→ Material for this exercise:
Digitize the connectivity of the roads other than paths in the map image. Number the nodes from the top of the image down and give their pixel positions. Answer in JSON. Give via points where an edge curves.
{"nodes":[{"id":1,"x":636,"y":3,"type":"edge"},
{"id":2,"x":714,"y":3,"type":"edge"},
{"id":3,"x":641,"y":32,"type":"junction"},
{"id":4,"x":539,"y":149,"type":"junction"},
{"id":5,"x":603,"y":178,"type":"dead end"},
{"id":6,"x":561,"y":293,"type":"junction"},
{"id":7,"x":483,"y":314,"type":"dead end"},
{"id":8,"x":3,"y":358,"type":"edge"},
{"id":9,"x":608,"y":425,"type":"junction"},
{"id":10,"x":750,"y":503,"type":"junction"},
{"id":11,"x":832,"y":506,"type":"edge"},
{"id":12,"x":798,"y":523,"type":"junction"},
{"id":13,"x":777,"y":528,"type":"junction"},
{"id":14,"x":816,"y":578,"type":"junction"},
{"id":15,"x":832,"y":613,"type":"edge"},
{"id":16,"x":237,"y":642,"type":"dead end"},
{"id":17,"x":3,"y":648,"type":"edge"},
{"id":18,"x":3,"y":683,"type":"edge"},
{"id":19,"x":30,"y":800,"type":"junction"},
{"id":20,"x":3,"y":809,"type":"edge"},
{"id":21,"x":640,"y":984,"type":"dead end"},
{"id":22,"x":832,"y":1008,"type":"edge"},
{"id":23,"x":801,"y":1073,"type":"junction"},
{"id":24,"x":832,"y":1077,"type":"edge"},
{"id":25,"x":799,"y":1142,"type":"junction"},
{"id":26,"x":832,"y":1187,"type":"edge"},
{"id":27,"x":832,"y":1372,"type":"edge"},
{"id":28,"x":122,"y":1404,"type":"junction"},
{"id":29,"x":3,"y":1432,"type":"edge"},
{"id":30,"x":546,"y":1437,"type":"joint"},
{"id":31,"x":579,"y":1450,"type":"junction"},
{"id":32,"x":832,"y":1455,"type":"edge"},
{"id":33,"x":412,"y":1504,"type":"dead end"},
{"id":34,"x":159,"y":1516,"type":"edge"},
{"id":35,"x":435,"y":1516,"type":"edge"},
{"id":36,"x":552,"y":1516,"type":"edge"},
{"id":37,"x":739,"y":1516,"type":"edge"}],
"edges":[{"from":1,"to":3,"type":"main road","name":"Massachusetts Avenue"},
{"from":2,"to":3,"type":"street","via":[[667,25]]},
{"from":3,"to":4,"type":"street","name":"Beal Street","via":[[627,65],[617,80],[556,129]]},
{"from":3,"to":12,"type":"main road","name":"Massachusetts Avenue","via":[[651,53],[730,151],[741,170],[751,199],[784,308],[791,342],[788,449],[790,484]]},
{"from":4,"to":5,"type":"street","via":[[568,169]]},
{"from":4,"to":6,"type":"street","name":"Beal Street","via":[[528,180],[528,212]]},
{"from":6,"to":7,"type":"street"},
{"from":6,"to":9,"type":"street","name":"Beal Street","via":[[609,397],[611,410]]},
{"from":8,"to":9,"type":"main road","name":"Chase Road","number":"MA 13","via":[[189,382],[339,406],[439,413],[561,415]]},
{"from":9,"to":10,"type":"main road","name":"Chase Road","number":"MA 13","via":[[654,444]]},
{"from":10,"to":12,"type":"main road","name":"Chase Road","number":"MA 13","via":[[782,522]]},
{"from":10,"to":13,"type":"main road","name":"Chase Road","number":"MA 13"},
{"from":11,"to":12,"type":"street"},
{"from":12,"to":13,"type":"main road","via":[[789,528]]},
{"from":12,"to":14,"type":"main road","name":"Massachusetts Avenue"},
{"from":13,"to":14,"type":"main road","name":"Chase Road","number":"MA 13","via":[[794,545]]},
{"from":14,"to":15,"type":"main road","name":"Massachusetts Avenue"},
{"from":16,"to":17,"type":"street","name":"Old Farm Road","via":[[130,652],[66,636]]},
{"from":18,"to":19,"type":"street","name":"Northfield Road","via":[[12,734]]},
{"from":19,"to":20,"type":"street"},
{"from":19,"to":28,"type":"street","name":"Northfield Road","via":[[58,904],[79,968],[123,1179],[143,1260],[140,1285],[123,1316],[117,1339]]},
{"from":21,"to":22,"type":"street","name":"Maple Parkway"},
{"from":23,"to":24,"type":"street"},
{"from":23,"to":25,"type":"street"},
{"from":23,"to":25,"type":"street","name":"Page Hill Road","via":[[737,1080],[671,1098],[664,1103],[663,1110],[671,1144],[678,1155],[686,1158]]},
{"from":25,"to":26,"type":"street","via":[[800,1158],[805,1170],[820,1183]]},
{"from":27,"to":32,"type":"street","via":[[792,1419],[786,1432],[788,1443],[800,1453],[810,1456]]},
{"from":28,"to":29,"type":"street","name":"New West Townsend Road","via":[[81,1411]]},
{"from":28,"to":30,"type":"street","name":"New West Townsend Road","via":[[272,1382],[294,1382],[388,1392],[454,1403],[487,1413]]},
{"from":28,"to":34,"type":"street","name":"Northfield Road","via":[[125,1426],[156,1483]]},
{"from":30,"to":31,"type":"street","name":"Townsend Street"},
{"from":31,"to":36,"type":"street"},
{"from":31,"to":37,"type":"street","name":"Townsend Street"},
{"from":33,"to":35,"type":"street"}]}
...
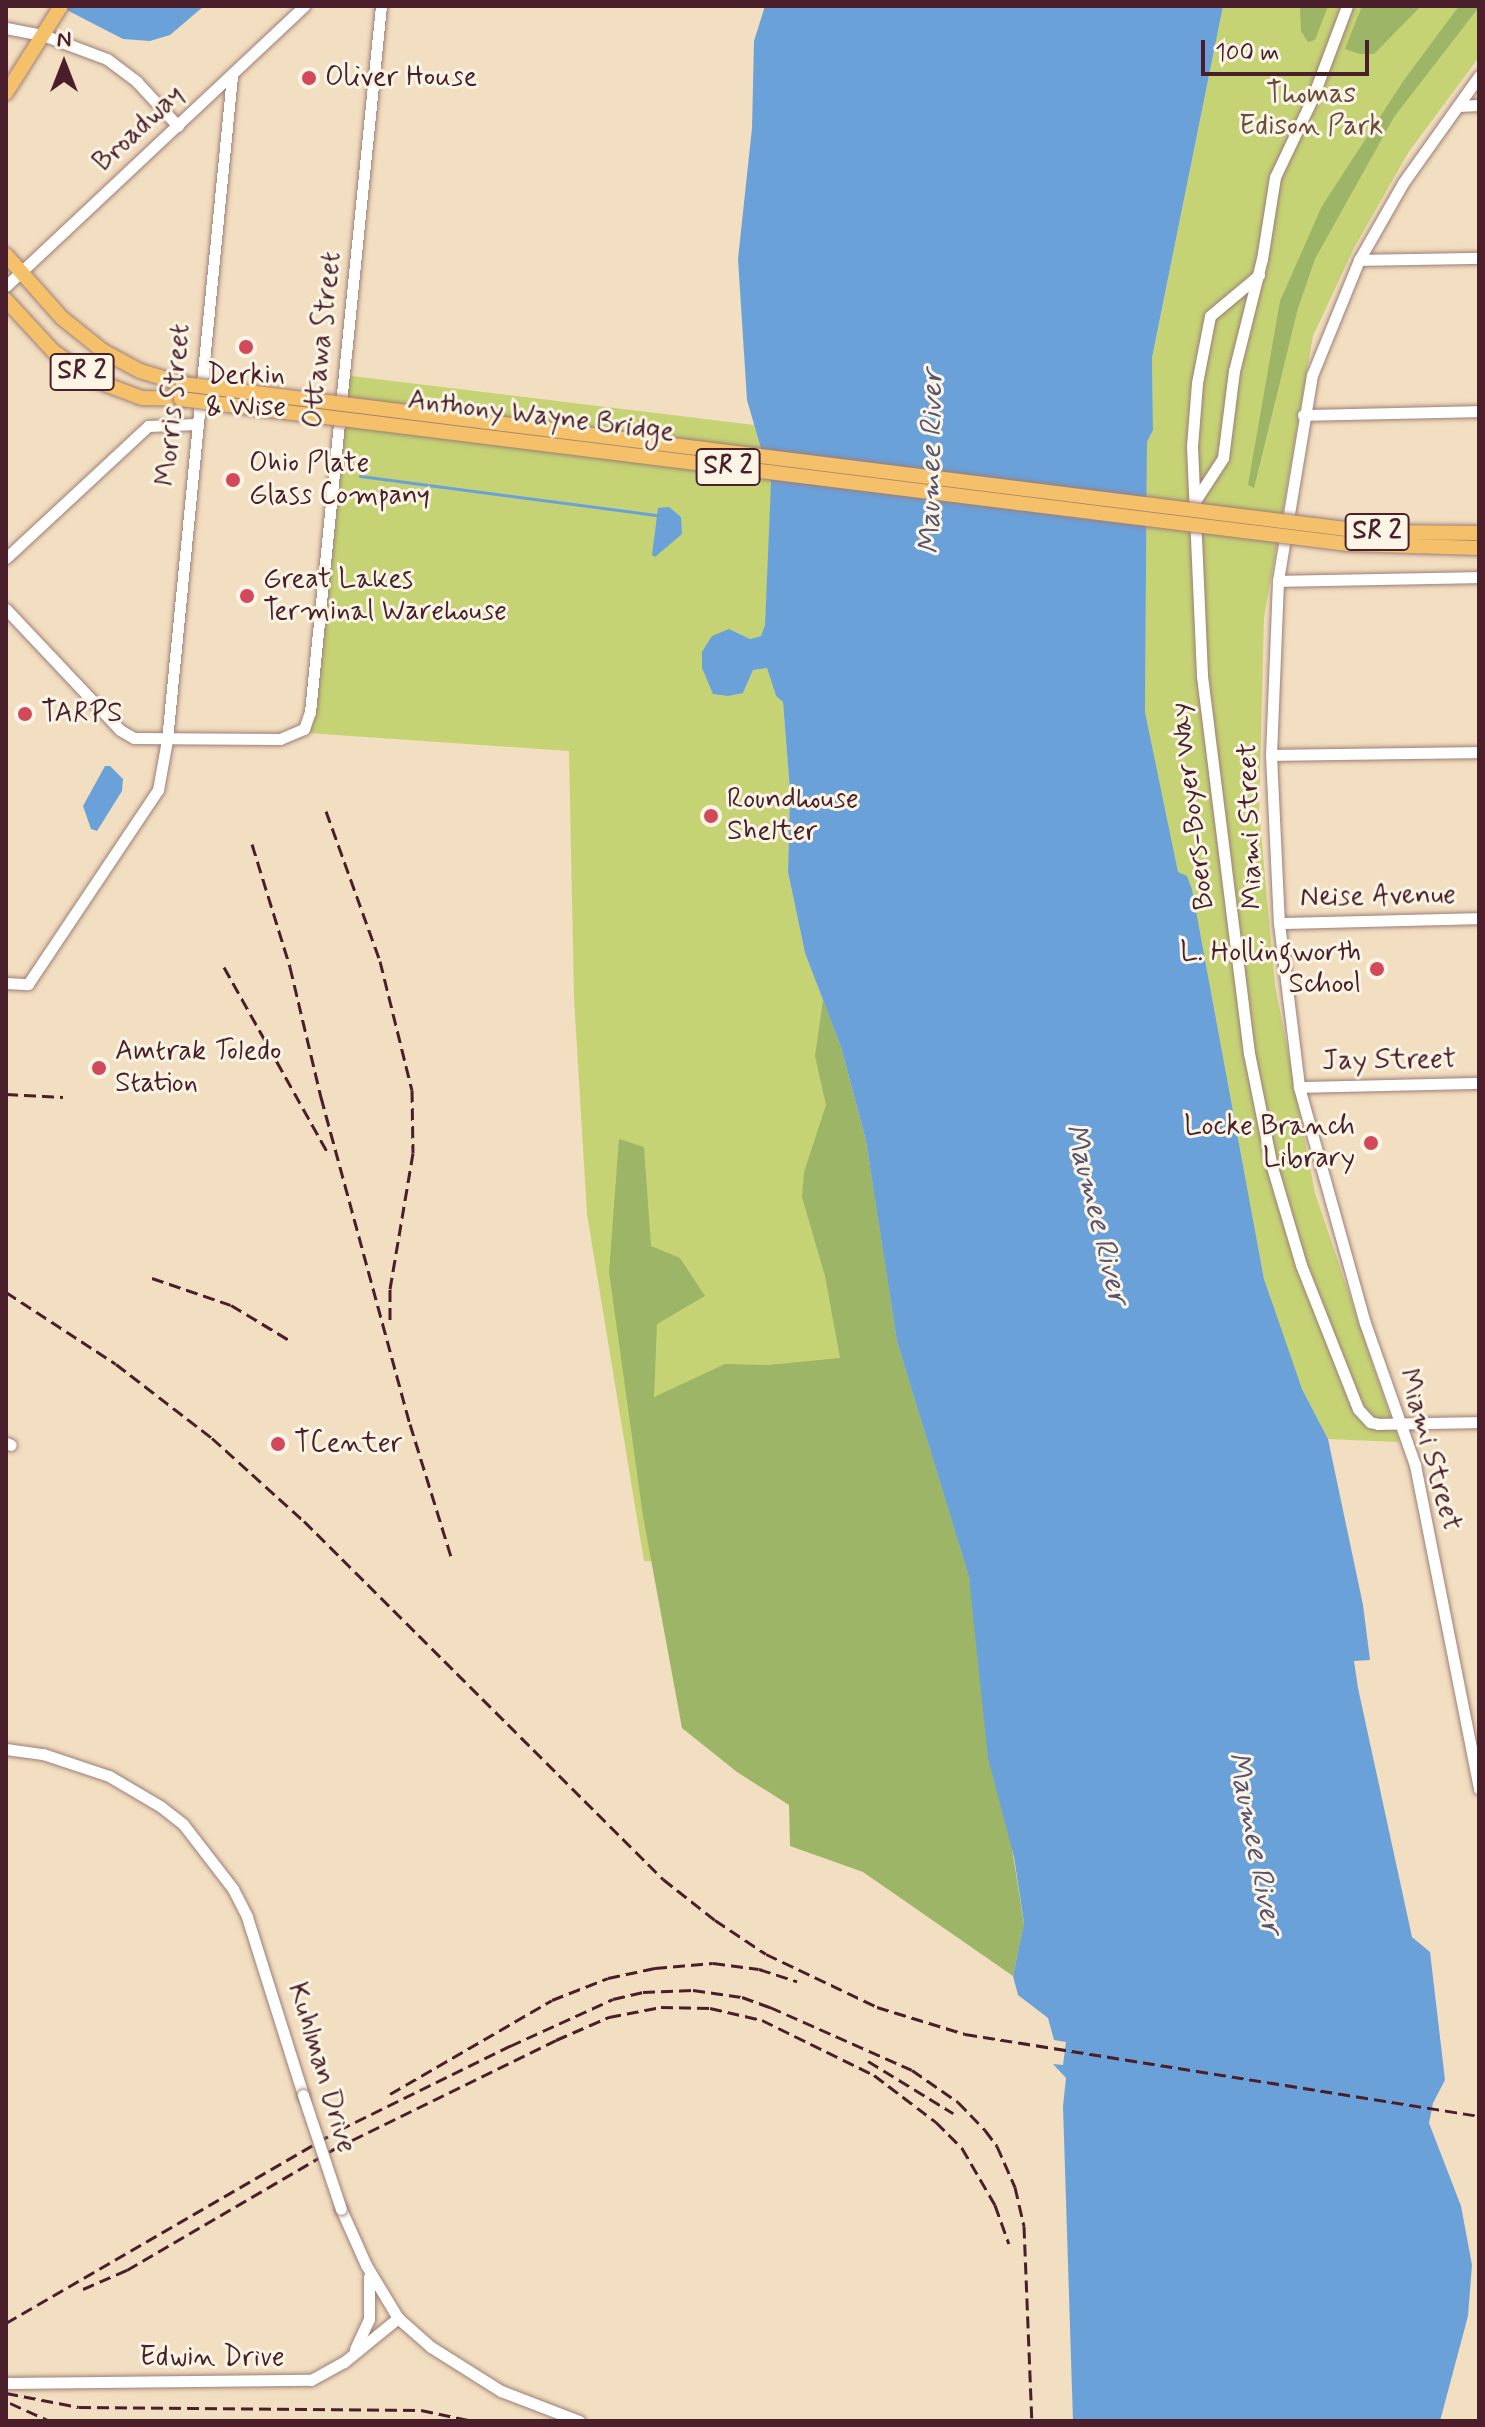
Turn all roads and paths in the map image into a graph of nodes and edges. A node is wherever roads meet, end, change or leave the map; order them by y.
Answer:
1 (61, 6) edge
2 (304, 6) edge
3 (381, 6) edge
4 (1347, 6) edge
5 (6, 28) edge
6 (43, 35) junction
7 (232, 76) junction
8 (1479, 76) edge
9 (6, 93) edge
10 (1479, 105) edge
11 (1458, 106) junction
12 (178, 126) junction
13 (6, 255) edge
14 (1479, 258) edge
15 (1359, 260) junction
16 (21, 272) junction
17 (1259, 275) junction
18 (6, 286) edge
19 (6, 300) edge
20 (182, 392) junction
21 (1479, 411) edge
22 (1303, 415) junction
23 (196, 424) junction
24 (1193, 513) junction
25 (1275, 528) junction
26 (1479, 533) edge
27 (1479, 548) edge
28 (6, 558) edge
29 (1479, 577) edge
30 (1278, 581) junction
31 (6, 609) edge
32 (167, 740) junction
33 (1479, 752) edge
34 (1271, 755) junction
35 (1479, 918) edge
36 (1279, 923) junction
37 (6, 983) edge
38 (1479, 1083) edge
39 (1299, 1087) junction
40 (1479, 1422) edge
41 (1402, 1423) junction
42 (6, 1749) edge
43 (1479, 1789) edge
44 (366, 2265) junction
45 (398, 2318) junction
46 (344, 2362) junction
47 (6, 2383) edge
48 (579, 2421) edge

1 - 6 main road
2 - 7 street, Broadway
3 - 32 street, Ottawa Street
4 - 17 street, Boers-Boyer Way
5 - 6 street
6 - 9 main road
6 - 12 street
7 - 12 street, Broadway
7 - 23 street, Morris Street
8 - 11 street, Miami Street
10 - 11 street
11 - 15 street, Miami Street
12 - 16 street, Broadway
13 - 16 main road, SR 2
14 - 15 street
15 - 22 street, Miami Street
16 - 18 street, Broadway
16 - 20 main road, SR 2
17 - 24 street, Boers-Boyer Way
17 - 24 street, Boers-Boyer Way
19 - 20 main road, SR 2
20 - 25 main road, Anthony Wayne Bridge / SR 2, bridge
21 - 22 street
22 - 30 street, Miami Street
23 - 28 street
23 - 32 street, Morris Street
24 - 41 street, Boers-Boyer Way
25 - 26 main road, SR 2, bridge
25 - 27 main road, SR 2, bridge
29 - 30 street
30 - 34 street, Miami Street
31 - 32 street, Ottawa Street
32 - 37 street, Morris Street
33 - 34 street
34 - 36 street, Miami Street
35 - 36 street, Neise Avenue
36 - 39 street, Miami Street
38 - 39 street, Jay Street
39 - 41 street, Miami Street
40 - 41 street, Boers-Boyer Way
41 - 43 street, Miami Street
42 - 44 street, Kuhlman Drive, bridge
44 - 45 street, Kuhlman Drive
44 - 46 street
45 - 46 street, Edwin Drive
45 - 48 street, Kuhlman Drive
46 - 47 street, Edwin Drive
* * *
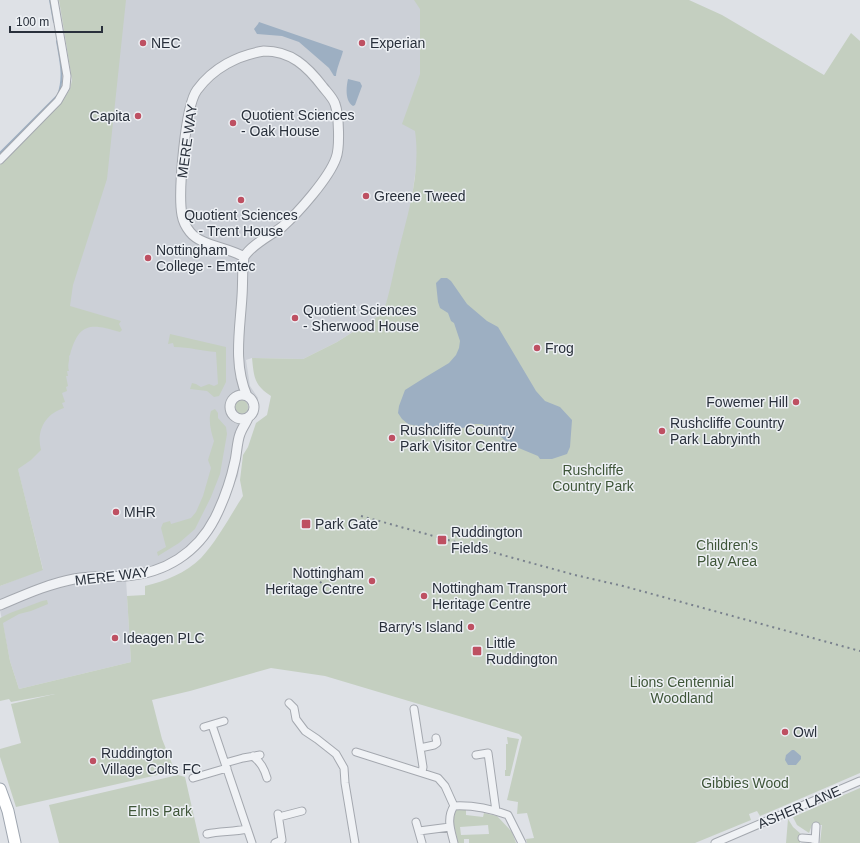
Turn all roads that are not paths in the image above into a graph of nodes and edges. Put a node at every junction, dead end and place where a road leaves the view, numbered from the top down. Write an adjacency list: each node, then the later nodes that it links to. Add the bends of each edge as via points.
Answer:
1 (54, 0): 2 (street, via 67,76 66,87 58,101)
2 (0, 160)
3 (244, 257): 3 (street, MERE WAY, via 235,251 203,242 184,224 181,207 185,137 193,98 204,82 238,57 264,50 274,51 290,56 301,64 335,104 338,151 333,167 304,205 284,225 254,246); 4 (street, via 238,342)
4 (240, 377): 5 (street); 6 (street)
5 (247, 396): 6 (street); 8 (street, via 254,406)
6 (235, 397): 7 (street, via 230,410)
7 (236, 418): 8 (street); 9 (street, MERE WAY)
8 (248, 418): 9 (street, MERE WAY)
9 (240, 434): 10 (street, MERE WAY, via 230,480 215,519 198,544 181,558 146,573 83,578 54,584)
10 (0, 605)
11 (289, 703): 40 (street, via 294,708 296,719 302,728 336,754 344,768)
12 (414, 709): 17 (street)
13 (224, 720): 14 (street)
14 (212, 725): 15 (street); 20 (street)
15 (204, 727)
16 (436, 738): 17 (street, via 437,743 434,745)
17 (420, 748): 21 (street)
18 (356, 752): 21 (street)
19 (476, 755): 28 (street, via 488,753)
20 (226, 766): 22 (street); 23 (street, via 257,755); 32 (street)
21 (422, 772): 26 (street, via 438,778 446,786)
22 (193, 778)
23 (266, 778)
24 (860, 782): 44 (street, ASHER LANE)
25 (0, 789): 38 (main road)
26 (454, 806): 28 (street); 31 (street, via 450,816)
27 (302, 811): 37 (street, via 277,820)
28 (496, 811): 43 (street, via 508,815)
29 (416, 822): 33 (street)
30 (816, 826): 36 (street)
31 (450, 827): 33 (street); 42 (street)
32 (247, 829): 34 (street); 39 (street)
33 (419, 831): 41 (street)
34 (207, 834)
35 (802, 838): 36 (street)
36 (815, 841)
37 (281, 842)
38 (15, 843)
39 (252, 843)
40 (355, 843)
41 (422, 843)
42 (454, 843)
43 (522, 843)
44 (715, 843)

→ Requirement: Please give the number of lines above that contain "graph", without any other words.

→ Solution to the problem: 2